Would like to reproduce a poignant article written by Prof. Bharati Roychowdhury (colleague and dear friend of my mother) which came out in the Rammohan College where Ma used to teach. Few things made me cry and feel so proud at the same time.
Remembering Prof. Chandrika Mukherjee
She was not what you would call a smash hit in a gathering. She was not a lady with pronounced likes and dislikes. Not a person either you would argue with, because if you did, she would just listen to you with a condescending smile, seldom contradicting. She was not a person you could find fault with, knowing that she too was not above all human frailties. She was not a person who would turn down a student’s requests, sometimes patiently listening to what they might have to say.
And yet, she had her own evaluation of things. She formed her own opinion and held on to it quietly while we argued and gave her verdict loud enough. She, however, would allow nothing to tarnish her relationship with friends even at the cost of her already formed opinion. Sometimes her seeming diffidence would cause annoyance because she would not react to certain deliberate lapses. But then that was her way.
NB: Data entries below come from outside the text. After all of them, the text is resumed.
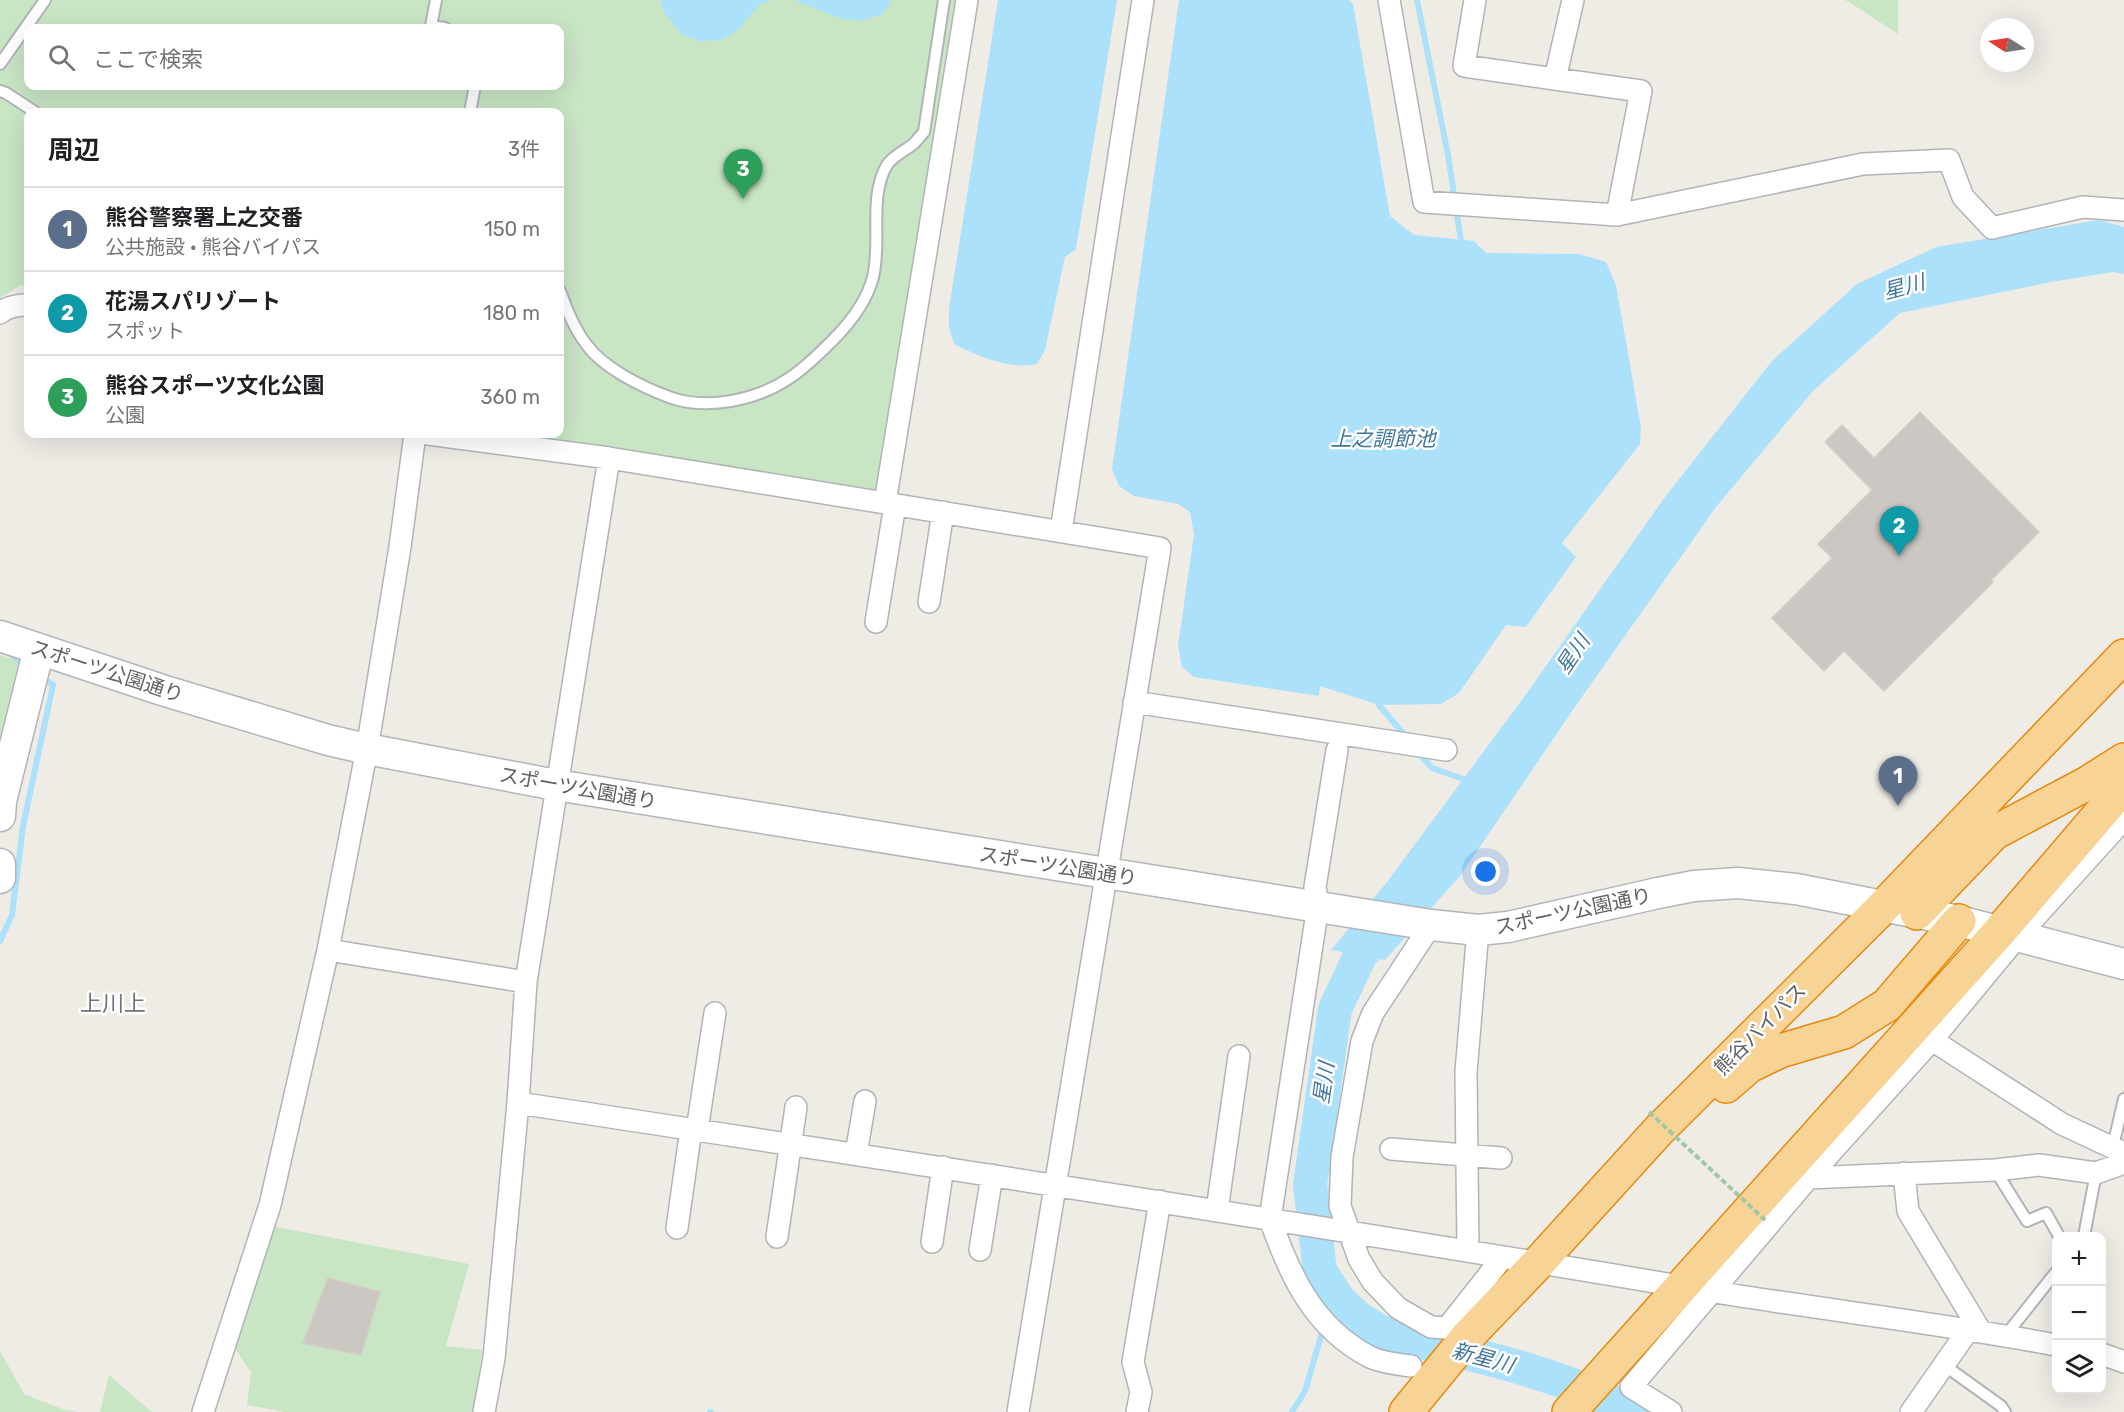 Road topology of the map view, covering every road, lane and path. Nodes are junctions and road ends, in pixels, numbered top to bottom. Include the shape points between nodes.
1 (45, 0) edge
2 (436, 0) edge
3 (944, 0) edge
4 (967, 0) edge
5 (1143, 0) edge
6 (1389, 0) edge
7 (1475, 0) edge
8 (1573, 0) edge
9 (28, 24) edge
10 (430, 24) edge
11 (24, 30) edge
12 (0, 64) edge
13 (1555, 79) junction
14 (474, 90) edge
15 (0, 91) edge
16 (29, 108) edge
17 (471, 108) edge
18 (2124, 210) edge
19 (1617, 215) junction
20 (564, 302) edge
21 (24, 305) edge
22 (0, 313) edge
23 (414, 438) edge
24 (458, 438) edge
25 (609, 458) junction
26 (890, 504) junction
27 (943, 512) junction
28 (1061, 531) junction
29 (929, 602) dead end
30 (876, 622) dead end
31 (0, 636) edge
32 (39, 649) junction
33 (2124, 656) edge
34 (1134, 702) junction
35 (367, 749) junction
36 (1337, 750) dead end
37 (1446, 750) dead end
38 (2124, 760) edge
39 (556, 785) junction
40 (2124, 786) edge
41 (0, 816) edge
42 (2124, 819) edge
43 (0, 864) edge
44 (1107, 874) junction
45 (0, 878) edge
46 (1884, 906) junction
47 (1325, 907) junction
48 (1917, 913) junction
49 (1959, 921) junction
50 (1431, 925) junction
51 (1478, 930) junction
52 (2009, 934) junction
53 (328, 950) junction
54 (2124, 964) edge
55 (526, 982) junction
56 (715, 1013) dead end
57 (1932, 1040) junction
58 (1239, 1056) dead end
59 (2124, 1099) edge
60 (864, 1101) dead end
61 (518, 1103) junction
62 (796, 1107) dead end
63 (1649, 1112) dead end
64 (694, 1130) junction
65 (791, 1144) junction
66 (1645, 1146) junction
67 (1391, 1149) dead end
68 (856, 1154) junction
69 (2120, 1154) edge
70 (1467, 1155) junction
71 (1501, 1158) dead end
72 (943, 1167) junction
73 (1995, 1170) junction
74 (1904, 1173) junction
75 (2096, 1173) junction
76 (992, 1175) junction
77 (1808, 1178) junction
78 (1055, 1185) junction
79 (1160, 1201) junction
80 (1217, 1210) junction
81 (1270, 1219) junction
82 (1765, 1220) dead end
83 (677, 1228) dead end
84 (2057, 1232) edge
85 (2085, 1232) edge
86 (1348, 1233) junction
87 (777, 1237) dead end
88 (932, 1242) dead end
89 (980, 1250) dead end
90 (1468, 1251) junction
91 (1503, 1257) junction
92 (1539, 1262) junction
93 (2052, 1280) edge
94 (1681, 1286) junction
95 (1713, 1291) junction
96 (1975, 1330) junction
97 (2006, 1335) junction
98 (2052, 1344) edge
99 (2106, 1355) edge
100 (2124, 1362) edge
101 (1944, 1365) junction
102 (1422, 1371) junction
103 (203, 1412) edge
104 (484, 1412) edge
105 (1018, 1412) edge
106 (1137, 1412) edge
107 (1406, 1412) edge
108 (1569, 1412) edge
109 (1671, 1412) edge
110 (1911, 1412) edge
111 (2005, 1412) edge

1 - 9 lane
2 - 10 lane
3 - 20 lane via 924,132 887,164 876,196 873,278 858,311 817,357 790,378 743,398 704,403 674,398 622,375 587,346
4 - 26 street
5 - 28 street
6 - 19 street via 1424,202
7 - 13 street via 1464,66
8 - 13 street
11 - 12 lane
13 - 19 street via 1641,91
14 - 17 lane
15 - 16 lane
18 - 19 street via 2083,207 1992,228 1964,197 1949,160 1863,164
21 - 22 street
23 - 35 street
24 - 25 street
25 - 26 street
25 - 39 street
26 - 27 street
26 - 30 street
27 - 28 street
27 - 29 street
28 - 34 street via 1160,549
31 - 32 street, スポーツ公園通り
32 - 35 street, スポーツ公園通り via 271,723
32 - 41 street
33 - 46 highway, 熊谷バイパス
34 - 37 street
34 - 44 street
35 - 39 street, スポーツ公園通り
35 - 53 street
36 - 47 street via 1315,887
38 - 48 highway via 1994,833
39 - 44 street, スポーツ公園通り
39 - 55 street
40 - 52 highway
42 - 52 street
43 - 45 street
44 - 47 street, スポーツ公園通り
44 - 78 street
46 - 48 street, スポーツ公園通り
46 - 51 street, スポーツ公園通り via 1796,889 1738,883 1694,886 1509,927
46 - 66 highway, 熊谷バイパス
47 - 50 street, スポーツ公園通り
47 - 81 street
48 - 49 street, スポーツ公園通り
49 - 52 street, スポーツ公園通り
49 - 66 highway via 1887,1005 1844,1032 1780,1051 1749,1066 1668,1141
50 - 51 street, スポーツ公園通り
50 - 86 street via 1373,1013 1362,1041 1342,1157 1340,1206
51 - 70 street via 1466,1072
52 - 54 street, スポーツ公園通り
52 - 57 street
52 - 94 highway
53 - 55 street
53 - 103 street via 270,1206
55 - 61 street
56 - 64 street
57 - 69 street via 2062,1124
57 - 77 street
58 - 80 street
59 - 69 lane
60 - 68 street
61 - 64 street
61 - 104 street via 494,1358
62 - 65 street
63 - 82 path, bridge
64 - 65 street
64 - 83 street
65 - 68 street
65 - 87 street
66 - 92 highway, 熊谷バイパス
67 - 70 street
68 - 72 street
69 - 75 street
70 - 71 street
70 - 90 street
72 - 76 street
72 - 88 street
73 - 74 street
73 - 75 street via 2039,1165
73 - 84 lane via 2027,1221 2046,1213
74 - 77 street
74 - 96 street via 1908,1211
75 - 85 lane
76 - 78 street
76 - 89 street
77 - 95 street
78 - 79 street
78 - 105 street
79 - 80 street
79 - 106 street via 1133,1362 1141,1392
80 - 81 street
81 - 86 street
81 - 102 street via 1284,1261 1313,1310 1336,1335 1372,1358
86 - 90 street
86 - 91 street via 1373,1282 1398,1308 1431,1327 1447,1328
90 - 91 street
91 - 92 street
92 - 94 street
92 - 102 highway, 熊谷バイパス via 1469,1335
93 - 97 lane
94 - 95 street
94 - 108 highway
95 - 96 street
95 - 109 street via 1631,1387
96 - 97 street
96 - 101 street
97 - 98 street
99 - 100 street
101 - 110 street
101 - 111 lane
102 - 107 highway, 熊谷バイパス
Not that she did not condemn or she never had a hard word to say when situations demanded, yet she would use it sparingly never turning the offender overboard.
One thing always shone on her face. A disarming, little abashed, smile that was so reassuring in today’s world! Every single person in the college had a loving word to say about her. She gave and got that rare thing — love.
I remember. Almost a quarter of a century ago we, three or four of us, new young lecturers with the joy of life spilling over, would often go out on a quick picnic tour laughing and giggling away our time, sometime in a boat on the river Ganges, sometime on a green patch of land, a little away from the heart of the honking city roads. I remember, yes, the warmth of welcome on her face whenever friends would visit her. I remember the laughs and the jokes and the tears we shared. I remember, she was a gourmet relishing good food like a connoisseur in the company of friends or students in a picnic or a party. I remember both of us going to a colleague’s house to see her new born. She was enjoying the good dinner they prepared – who on earth could have known she was wearing away inside? That was the last dinner we had together! Maybe her last good meal too! I remember, on our way home, we talked at random of the days gone by, of life at large, of people, of our sons, of so many other things! I remember, I remember.
She was a picture of peace even in her last moments, with all the anxieties and pain laid to rest in her wide bosom. Nothing seemed to disturb her in the last hours – not even the thought of the unknown journey to the next world and its visions. A colleague even suggested she take God’s name, assuming that would lessen the pain a bit but she kept quiet and enquired about her colleagues instead. A calmness of spirit descended on her. When I urged “keep on fighting” her eyes responded, but when I added £you’d get well, sure!” she had a queer faint smile on her lips almost saying “come on, I don’t need that anymore!” And it went like a shot through my heart. The candle went out within minutes.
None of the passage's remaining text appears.